Multiple mechanisms have been proposed to explain the rapid antidepressant effects of ketamine. Although these have included NMDAR-independent mechanisms, most mechanisms are based on an action on NMDARs or on NMDAR-triggered processes downstream of the NMDAR per se. For example, it has been proposed that ketamine enhances AMPAR-mediated synaptic transmission by engaging signalling molecules downstream of NMDARs (Autry et al., 2011) and that it can facilitate LTP in ex vivo slices following in vivo administration in a rodent model of depression (Aleksandrova et al., 2020). One potential mechanism by which ketamine may facilitate LTP is via a preferential reduction in feedforward inhibition, which can augment the induction of LTP (Bliss and Collingridge, 1993). Notably, NMDARs on certain classes of interneurons contain GluN2D subunits and these are more sensitive than GluN2A and GluN2B subunits to the action of ketamine in the presence of physiological concentrations of Mg²⁺ (Kotermanski and Johnson, 2009). A preferential reduction in the excitatory drive onto GABAergic interneurons could therefore promote both synaptic excitation and synaptic plasticity. Another potential site of action is short-term potentiation (STP), which paradoxically can be long-lasting in nature, since it is more sensitive than LTP to the effects of ketamine by virtue of the involvement of GluN2D-containing NMDARs (Ingram et al., 2018).

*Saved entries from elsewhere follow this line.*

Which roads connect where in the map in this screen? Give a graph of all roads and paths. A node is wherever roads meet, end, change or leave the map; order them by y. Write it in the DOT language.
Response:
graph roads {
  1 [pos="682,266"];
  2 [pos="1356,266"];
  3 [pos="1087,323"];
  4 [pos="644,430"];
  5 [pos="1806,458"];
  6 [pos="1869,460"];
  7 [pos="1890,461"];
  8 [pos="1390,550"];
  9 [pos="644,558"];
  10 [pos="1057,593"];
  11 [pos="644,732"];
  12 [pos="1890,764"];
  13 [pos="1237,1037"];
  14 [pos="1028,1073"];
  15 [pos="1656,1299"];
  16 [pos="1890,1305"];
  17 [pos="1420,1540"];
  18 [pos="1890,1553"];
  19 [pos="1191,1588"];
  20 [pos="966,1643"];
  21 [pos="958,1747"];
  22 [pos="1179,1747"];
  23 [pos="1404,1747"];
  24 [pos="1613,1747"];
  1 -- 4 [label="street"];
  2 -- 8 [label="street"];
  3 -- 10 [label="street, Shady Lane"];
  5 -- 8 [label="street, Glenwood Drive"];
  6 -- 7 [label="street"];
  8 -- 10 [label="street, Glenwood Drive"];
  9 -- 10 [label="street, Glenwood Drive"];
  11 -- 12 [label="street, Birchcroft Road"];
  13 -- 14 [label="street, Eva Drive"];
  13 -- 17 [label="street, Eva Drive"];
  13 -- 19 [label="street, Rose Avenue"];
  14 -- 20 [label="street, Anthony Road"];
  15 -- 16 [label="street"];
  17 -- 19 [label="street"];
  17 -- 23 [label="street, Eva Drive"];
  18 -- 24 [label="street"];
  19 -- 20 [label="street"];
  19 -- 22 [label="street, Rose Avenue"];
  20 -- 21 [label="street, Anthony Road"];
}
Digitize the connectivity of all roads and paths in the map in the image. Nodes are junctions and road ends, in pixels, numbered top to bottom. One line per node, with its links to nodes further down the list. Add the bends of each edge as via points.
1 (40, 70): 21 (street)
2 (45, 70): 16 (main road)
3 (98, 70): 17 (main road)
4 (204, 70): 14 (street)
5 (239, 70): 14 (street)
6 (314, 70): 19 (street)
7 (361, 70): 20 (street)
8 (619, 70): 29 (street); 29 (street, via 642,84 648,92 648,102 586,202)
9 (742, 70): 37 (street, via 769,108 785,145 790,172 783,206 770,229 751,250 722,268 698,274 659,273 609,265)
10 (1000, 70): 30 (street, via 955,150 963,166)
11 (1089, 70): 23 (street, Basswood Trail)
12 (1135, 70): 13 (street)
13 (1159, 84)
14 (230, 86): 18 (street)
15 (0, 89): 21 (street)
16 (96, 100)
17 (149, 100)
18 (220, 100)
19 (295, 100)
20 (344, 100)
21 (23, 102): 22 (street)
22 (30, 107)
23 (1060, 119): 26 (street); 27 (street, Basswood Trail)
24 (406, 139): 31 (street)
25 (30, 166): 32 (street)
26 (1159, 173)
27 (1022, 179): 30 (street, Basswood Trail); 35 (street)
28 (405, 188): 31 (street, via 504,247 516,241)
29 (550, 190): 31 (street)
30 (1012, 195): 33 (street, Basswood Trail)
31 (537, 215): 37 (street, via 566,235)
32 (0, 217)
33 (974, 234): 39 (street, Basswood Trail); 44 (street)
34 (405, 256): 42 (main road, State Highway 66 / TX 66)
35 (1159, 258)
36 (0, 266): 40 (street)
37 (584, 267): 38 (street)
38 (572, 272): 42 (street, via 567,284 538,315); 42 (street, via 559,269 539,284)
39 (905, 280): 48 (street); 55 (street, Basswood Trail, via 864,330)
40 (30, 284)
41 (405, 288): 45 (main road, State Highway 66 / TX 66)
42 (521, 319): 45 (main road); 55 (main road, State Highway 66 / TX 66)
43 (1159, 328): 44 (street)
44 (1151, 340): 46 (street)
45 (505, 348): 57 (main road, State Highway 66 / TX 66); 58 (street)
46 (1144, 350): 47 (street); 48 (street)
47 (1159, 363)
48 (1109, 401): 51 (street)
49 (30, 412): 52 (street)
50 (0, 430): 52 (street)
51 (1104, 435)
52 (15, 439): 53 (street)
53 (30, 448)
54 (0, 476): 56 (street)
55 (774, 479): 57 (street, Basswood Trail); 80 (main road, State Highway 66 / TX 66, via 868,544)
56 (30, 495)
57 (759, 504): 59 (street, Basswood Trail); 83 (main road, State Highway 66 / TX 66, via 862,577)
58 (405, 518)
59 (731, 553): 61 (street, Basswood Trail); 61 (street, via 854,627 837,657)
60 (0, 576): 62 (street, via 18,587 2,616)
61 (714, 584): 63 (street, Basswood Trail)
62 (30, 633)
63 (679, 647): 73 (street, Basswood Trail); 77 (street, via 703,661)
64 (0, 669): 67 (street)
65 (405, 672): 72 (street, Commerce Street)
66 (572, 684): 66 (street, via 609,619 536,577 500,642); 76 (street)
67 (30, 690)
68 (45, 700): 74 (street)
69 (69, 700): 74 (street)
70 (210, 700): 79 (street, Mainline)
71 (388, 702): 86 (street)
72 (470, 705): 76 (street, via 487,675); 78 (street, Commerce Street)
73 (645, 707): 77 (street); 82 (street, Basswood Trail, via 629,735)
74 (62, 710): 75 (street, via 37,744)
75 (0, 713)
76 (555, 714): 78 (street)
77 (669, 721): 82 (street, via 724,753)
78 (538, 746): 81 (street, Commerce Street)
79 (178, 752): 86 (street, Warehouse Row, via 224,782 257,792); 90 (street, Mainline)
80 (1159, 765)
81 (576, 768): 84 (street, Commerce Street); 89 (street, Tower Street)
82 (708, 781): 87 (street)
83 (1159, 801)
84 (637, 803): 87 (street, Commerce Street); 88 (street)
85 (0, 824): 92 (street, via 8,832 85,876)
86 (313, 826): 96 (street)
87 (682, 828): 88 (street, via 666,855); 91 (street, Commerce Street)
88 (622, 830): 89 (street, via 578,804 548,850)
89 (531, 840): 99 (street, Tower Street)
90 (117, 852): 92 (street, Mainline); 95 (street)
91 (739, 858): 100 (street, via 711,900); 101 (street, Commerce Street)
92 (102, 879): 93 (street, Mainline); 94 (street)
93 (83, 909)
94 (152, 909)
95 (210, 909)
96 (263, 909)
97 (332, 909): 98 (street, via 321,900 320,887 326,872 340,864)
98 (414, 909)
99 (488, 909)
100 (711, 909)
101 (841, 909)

In conclusion, our present work builds on previous studies that have shown that ketamine blocks the induction of NMDAR-mediated LTP. In particular, we demonstrate that the HNK isomers have similar effects to ketamine in this regard. If inhibition of NMDAR-mediated synaptic plasticity is indeed a site of action of these compounds with respect to their antidepressant effects, it will be important to establish which forms of NMDAR-dependent plasticity are primarily affected in relevant brain regions, such as the lateral habenula (Yang et al., 2018). NMDARs mediate the induction of STP, as well as several forms of LTP, depotentiation and long-term depression (Bliss and Collingridge, 1993). These synaptic plasticity processes underlie multiple forms and components of learning and memory, including re-consolidation. Therefore, as suggested previously (Collingridge et al., 2017), inhibition of the synaptic mechanisms underlying reconsolidation of memories could underlie the effectiveness of ketamine. In other words, in the presence of ketamine an individual ‘forgets’ about their depression, because reconsolidation of the negative mood state is prevented. We propose a similar mechanism of action of the HNK isomers.